Last summer, the Seattle Council PTSA—an umbrella group of parent/teacher associations—decided to move forward on a 2019 resolution and form a committee to explore advocating for more equitable funding, but a call for volunteers to work on the committee remained unfilled.
“Everything’s at a standstill for a lot of reasons,” said Edna Iglesias, a mother of three and an elementary school teacher who chairs a separate committee on the council. “You’ve got the people who like to talk about equity and then backpedal a little bit, and then you have others impacted so severely [by Covid] there’s no extra time or extra effort to work on those things.”
The Seattle School Board, meanwhile, will get a chance to weigh in soon. Board President Chandra Hampson plans to revisit the $250,000 cap on parent donations later this year—“Something will get done before I leave office,” she said—but she also expects the past year to complicate any public debate over a potential PTA equity plan.
“Are we going to be the board who tells families they can’t buy counselors for their school right after a pandemic?” Hampson said.
Meanwhile, a coalition of 12 schools in Seattle’s South End—many of which see little PTA spending in normal years—tried a pilot redistribution plan among themselves in May. Families and volunteers raised money through a virtual walkathon and will dole it out to each participating school. As of early June, the “Moveathon” had raised $152,000—well above its goal of $120,000.
“There’s not a lot of resources here,” said Sarah Igawa, president of the parent association at Maple Elementary, one of the schools in the new coalition. “But if we want everyone to do this, let’s start with ourselves and prove it’s possible.”
It remains unclear to committed advocates of a citywide PTA equity plan here whether a renewed push after the pandemic will create actual change or wither amid the rush for a return to normal.
Kaleb Germinaro, a doctoral student at UW, started working behind the scenes in Seattle in 2019, connecting parents and organizations interested in the idea of redistributing PTA revenues.

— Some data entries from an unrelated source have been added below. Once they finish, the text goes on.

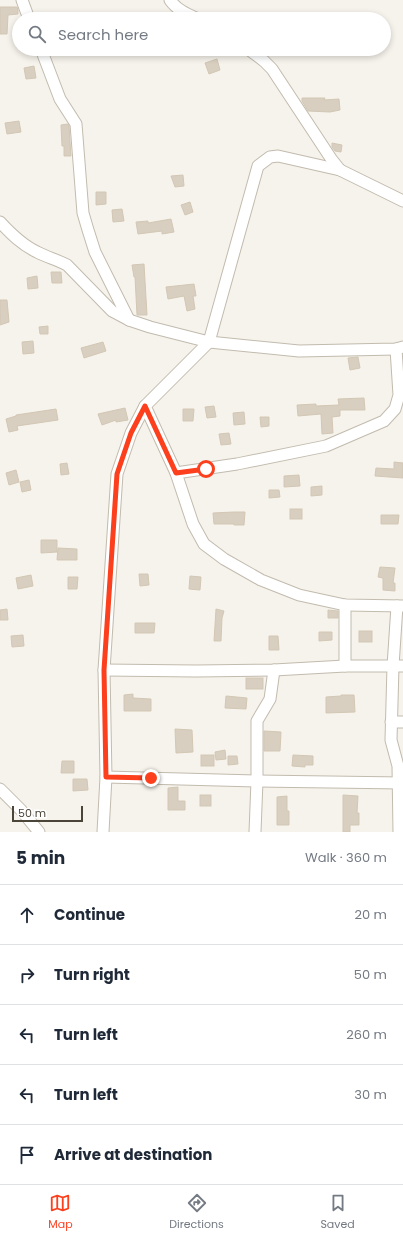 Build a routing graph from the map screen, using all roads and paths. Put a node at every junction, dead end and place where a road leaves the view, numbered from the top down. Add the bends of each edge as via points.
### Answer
1 (22, 0) edge
2 (170, 0) edge
3 (26, 12) edge
4 (183, 12) edge
5 (44, 56) edge
6 (257, 56) edge
7 (340, 170) junction
8 (403, 201) edge
9 (0, 222) edge
10 (129, 320) junction
11 (209, 342) junction
12 (400, 348) edge
13 (145, 406) junction
14 (176, 473) junction
15 (346, 605) junction
16 (400, 606) edge
17 (345, 666) junction
18 (398, 666) edge
19 (104, 670) junction
20 (274, 670) junction
21 (391, 722) junction
22 (403, 722) edge
23 (106, 777) junction
24 (257, 781) junction
25 (401, 783) edge
26 (0, 789) edge
27 (39, 832) edge
28 (103, 832) edge
29 (255, 832) edge
30 (399, 832) edge

1 - 3 street
2 - 4 street
5 - 10 street via 60,99 76,124 83,213 88,230
6 - 7 street via 272,69
7 - 8 street
7 - 11 street via 278,156 270,157 258,166
9 - 10 street via 24,245 67,265 112,311
10 - 11 street via 150,328
11 - 12 street via 307,351
11 - 13 street
12 - 14 street via 399,395 395,409 384,421 326,446
13 - 14 street
13 - 19 street via 131,433 117,474
14 - 15 street via 193,524 204,544 260,580 299,595
15 - 16 street
15 - 17 street
16 - 18 street
17 - 18 street
17 - 20 street
18 - 21 street
19 - 20 street
19 - 23 street
20 - 24 street via 270,698 257,721
21 - 22 street
21 - 25 street via 391,740
23 - 24 street
23 - 28 street
24 - 25 street
24 - 29 street
25 - 30 street
26 - 27 street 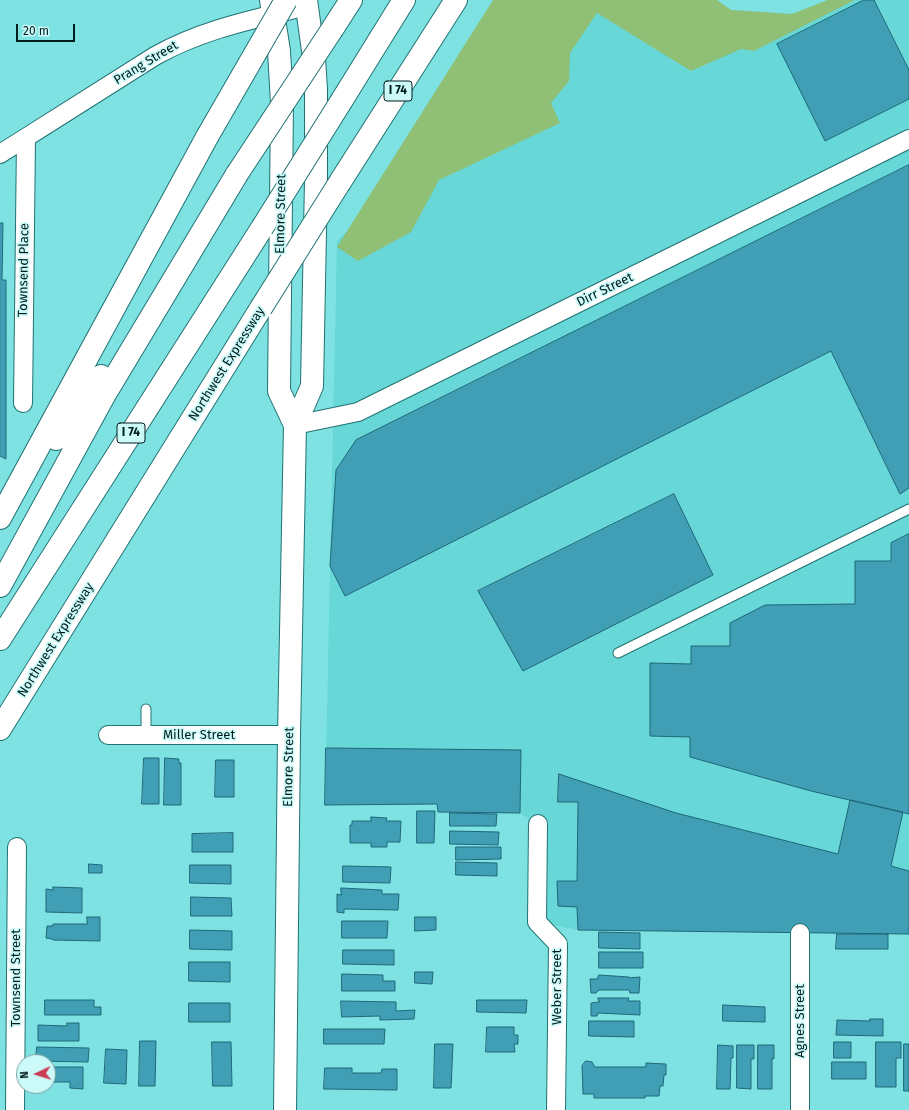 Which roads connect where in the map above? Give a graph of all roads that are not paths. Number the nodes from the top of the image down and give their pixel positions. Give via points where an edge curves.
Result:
1 (351, 0) edge
2 (404, 0) edge
3 (456, 0) edge
4 (307, 3) edge
5 (277, 5) edge
6 (26, 138) junction
7 (909, 139) edge
8 (0, 154) edge
9 (199, 238) junction
10 (22, 403) dead end
11 (296, 425) junction
12 (909, 509) edge
13 (0, 518) edge
14 (0, 586) edge
15 (0, 639) edge
16 (618, 653) dead end
17 (146, 709) dead end
18 (3, 725) edge
19 (108, 735) dead end
20 (146, 735) junction
21 (289, 735) junction
22 (538, 824) dead end
23 (17, 847) dead end
24 (800, 933) dead end
25 (15, 1110) edge
26 (285, 1110) edge
27 (556, 1110) edge
28 (800, 1110) edge

1 - 9 main road, bridge via 237,174
2 - 15 main road, I 74, bridge
3 - 18 main road, Northwest Expressway / I 74, bridge via 261,308
4 - 5 street, Prang Street
4 - 11 main road, Elmore Street via 316,90 312,386
5 - 6 street, Prang Street via 180,42
5 - 11 main road, Elmore Street via 282,103 279,391
5 - 13 main road, bridge via 258,46
6 - 8 street, Prang Street
6 - 10 street, Townsend Place
7 - 11 street, Dirr Street via 358,412
9 - 13 main road
9 - 14 main road via 105,394
11 - 21 main road, Elmore Street
12 - 16 lane
17 - 20 lane
19 - 20 street, Miller Street
20 - 21 street, Miller Street
21 - 26 main road, Elmore Street
22 - 27 street, Weber Street via 537,922 558,944
23 - 25 street, Townsend Street
24 - 28 street, Agnes Street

That work mostly stopped as he focused on the basic needs of families during Covid and the recession; he wondered whether the shared devastation would create a moment to reimagine a new normal.
“This is the first time that white people ever felt oppressed, obviously not to the degree of folks of color by any means,” Germinaro said. “But a lot of people lost jobs, a lot of people died. A lot of other people have been dealing with that for centuries. So what comes next?”